2 The proposed scheme

2.1 Initial approximations based on quartic B-spline interpolation

B-spline functions have been employed by Wen et al. in two research papers [16, 17] to develop time integration schemes for structural dynamics. While, quartic B-spline functions are first used to develop non-dispersive time integration scheme by Rostami et al. [18]. However, in this paper, an explicit time integration scheme with controllable dissipation is proposed by applying uniform quartic B-spline interpolation in time integration field. To implement the proposed scheme for linear structural dynamic analysis, the following well-known equation is considered

$$\begin{aligned} {\varvec{M}}{\ddot{{\varvec{u}}}}+{\varvec{D}}{\dot{{\varvec{u}}}}+{\varvec{Ku}}={\varvec{f}} \end{aligned}$$

(1)

where \({\varvec{u}}\), \(\dot{{\varvec{u}}}\) and \(\ddot{{\varvec{u}}}\) are the nodal physical variables vector and its first and second derivative vectors with respect to time variable t. \({\varvec{M}}\), \({\varvec{D}}\) and \({\varvec{K}}\) are the mass, damping and stiffness matrices, respectively. For nonlinear case, \({\varvec{D}}\) and \({\varvec{K}}\) can be, respectively, obtained by \({\varvec{D}}=\frac{\partial {{\varvec{f}}}_{{\varvec{d}}}}{\partial \dot{{\varvec{u}}}}\) and \({\varvec{K}}=\frac{\partial {{\varvec{f}}}_{s}}{\partial {\varvec{u}}}\), where \({\varvec{f}}_{d}\) and \({\varvec{f}}_{s}\) are the nodal damping force and the elastic force vectors corresponding to the element internal stresses, respectively.

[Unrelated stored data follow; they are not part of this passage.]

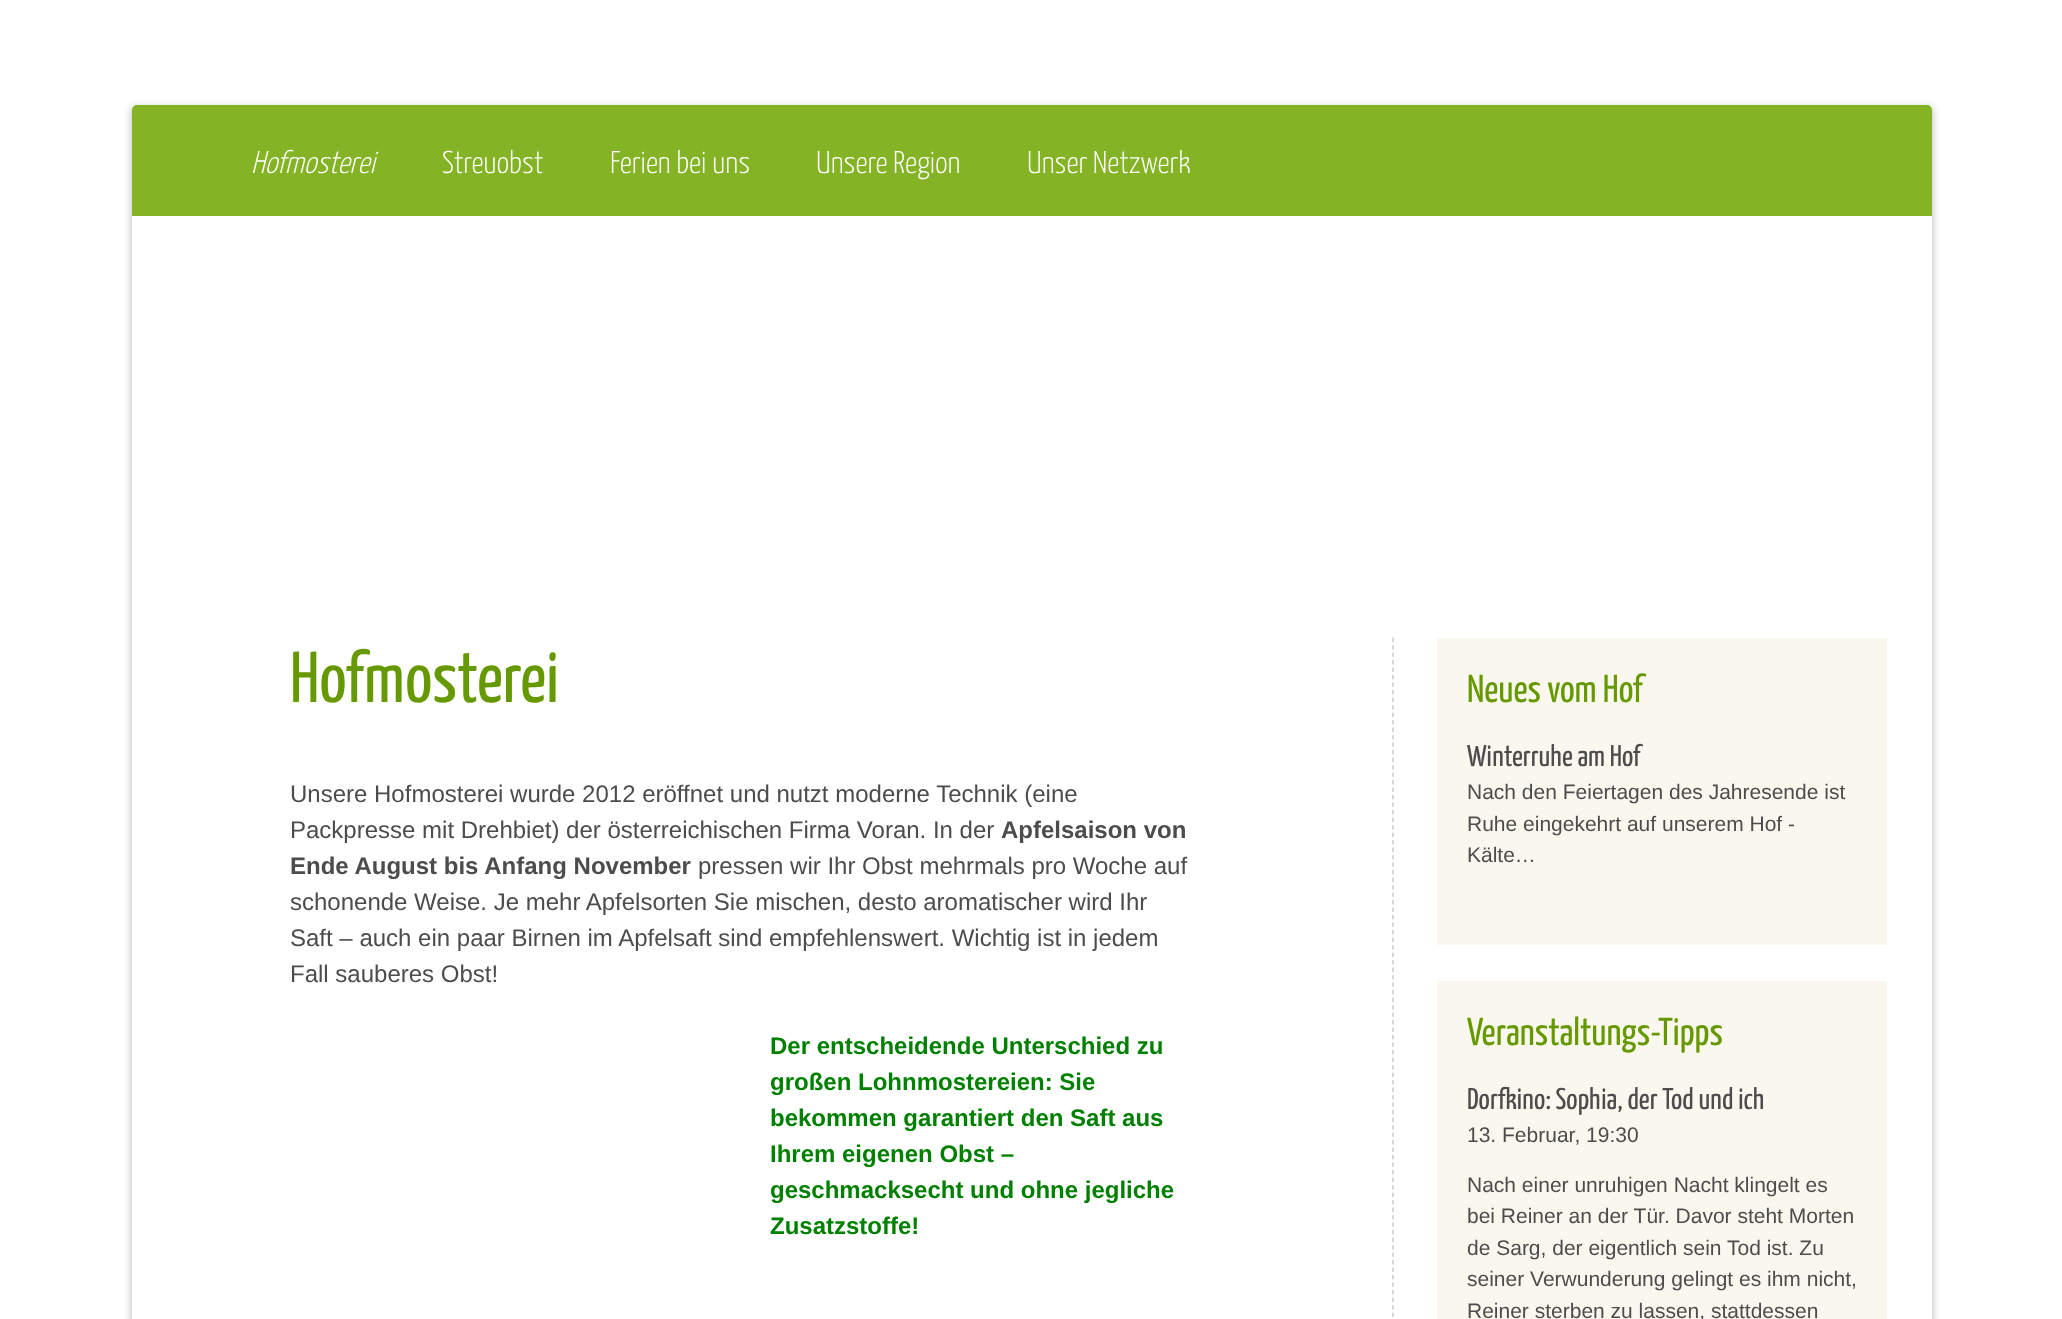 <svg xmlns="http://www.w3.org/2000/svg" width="2062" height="1319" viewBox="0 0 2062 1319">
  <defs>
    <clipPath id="clip1"><path d="M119 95H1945V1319H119ZM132 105H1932V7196H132Z" clip-rule="evenodd"/></clipPath>
  </defs>
  <rect width="100%" height="100%" fill="#fff"/>
  <g clip-path="url(#clip1)">
    <path d="M132 108h1800v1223H132z" fill="#0000004d" filter="blur(4px)"/>
  </g>
  <path d="M137 105H1927C1930 105 1932 107 1932 110V216H132V110C132 107 134 105 137 105Z" fill="#84b326"/>
  <path d="M1393 637.5V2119.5" fill="none" stroke="#ccc" stroke-width="1.5" stroke-dasharray="4.5 3"/>
  <path d="M1437 638h450v307H1437z" fill="#faf8ee"/>
  <path d="M1437 981h450v338H1437z" fill="#faf8ee"/>
  <text x="251" y="173" font-family="Yanone Kaffeesatz" font-size="31.5" font-weight="300" font-style="italic" fill="#fff">Hofmosterei</text>
  <g font-family="Yanone Kaffeesatz" font-size="31.5" font-weight="300" fill="#fff">
    <text x="442" y="173">Streuobst</text>
    <text x="610" y="173">Ferien bei uns</text>
    <text x="816" y="173">Unsere Region</text>
    <text x="1027" y="173">Unser Netzwerk</text>
  </g>
  <text x="290" y="702" font-family="Yanone Kaffeesatz" font-size="72" fill="#690">Hofmosterei</text>
  <g font-family="Liberation Sans" font-size="24" fill="#4c4c4c">
    <text x="290" y="802">Unsere Hofmosterei wurde 2012 eröffnet und nutzt moderne Technik (eine</text>
    <text x="290" y="838">Packpresse mit Drehbiet) der österreichischen Firma Voran. In der</text>
  </g>
  <g font-family="Liberation Sans" font-size="24" font-weight="bold" fill="#4c4c4c">
    <text x="1001" y="838">Apfelsaison von</text>
    <text x="290" y="874">Ende August bis Anfang November</text>
  </g>
  <g font-family="Liberation Sans" font-size="24" fill="#4c4c4c">
    <text x="698" y="874">pressen wir Ihr Obst mehrmals pro Woche auf</text>
    <text x="290" y="910">schonende Weise. Je mehr Apfelsorten Sie mischen, desto aromatischer wird Ihr</text>
    <text x="290" y="946">Saft – auch ein paar Birnen im Apfelsaft sind empfehlenswert. Wichtig ist in jedem</text>
    <text x="290" y="982">Fall sauberes Obst!</text>
  </g>
  <g font-family="Liberation Sans" font-size="24" font-weight="bold" fill="#008000">
    <text x="770" y="1054">Der entscheidende Unterschied zu</text>
    <text x="770" y="1090">großen Lohnmostereien: Sie</text>
    <text x="770" y="1126">bekommen garantiert den Saft aus</text>
    <text x="770" y="1162">Ihrem eigenen Obst –</text>
    <text x="770" y="1198">geschmacksecht und ohne jegliche</text>
    <text x="770" y="1234">Zusatzstoffe!</text>
  </g>
  <text x="1467" y="702" font-family="Yanone Kaffeesatz" font-size="39" fill="#690">Neues vom Hof</text>
  <text x="1467" y="766" font-family="Yanone Kaffeesatz" font-size="30" fill="#4c4c4c">Winterruhe am Hof</text>
  <g font-family="Liberation Sans" font-size="21" fill="#4c4c4c">
    <text x="1467" y="799">Nach den Feiertagen des Jahresende ist</text>
    <text x="1467" y="831">Ruhe eingekehrt auf unserem Hof -</text>
    <text x="1467" y="862">Kälte…</text>
  </g>
  <text x="1467" y="1045" font-family="Yanone Kaffeesatz" font-size="39" fill="#690">Veranstaltungs-Tipps</text>
  <text x="1467" y="1109" font-family="Yanone Kaffeesatz" font-size="30" fill="#4c4c4c">Dorfkino: Sophia, der Tod und ich</text>
  <g font-family="Liberation Sans" font-size="21" fill="#4c4c4c">
    <text x="1467" y="1142">13. Februar, 19:30</text>
    <text x="1467" y="1192">Nach einer unruhigen Nacht klingelt es</text>
    <text x="1467" y="1223">bei Reiner an der Tür. Davor steht Morten</text>
    <text x="1467" y="1255">de Sarg, der eigentlich sein Tod ist. Zu</text>
    <text x="1467" y="1286">seiner Verwunderung gelingt es ihm nicht,</text>
    <text x="1467" y="1318">Reiner sterben zu lassen, stattdessen</text>
  </g>
</svg>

Let the considered time domain [a, b] be divided into subintervals \([t_{i},t_{i+1}]\) by a set of equidistant knots \(t_{i}=a+i\Delta t\), \(i=0,1,2,3,\cdots ,n-1\), where \(\Delta t=\frac{b-a}{n}\). Let N be the number of degree of freedom of vector \({\varvec{u}}\).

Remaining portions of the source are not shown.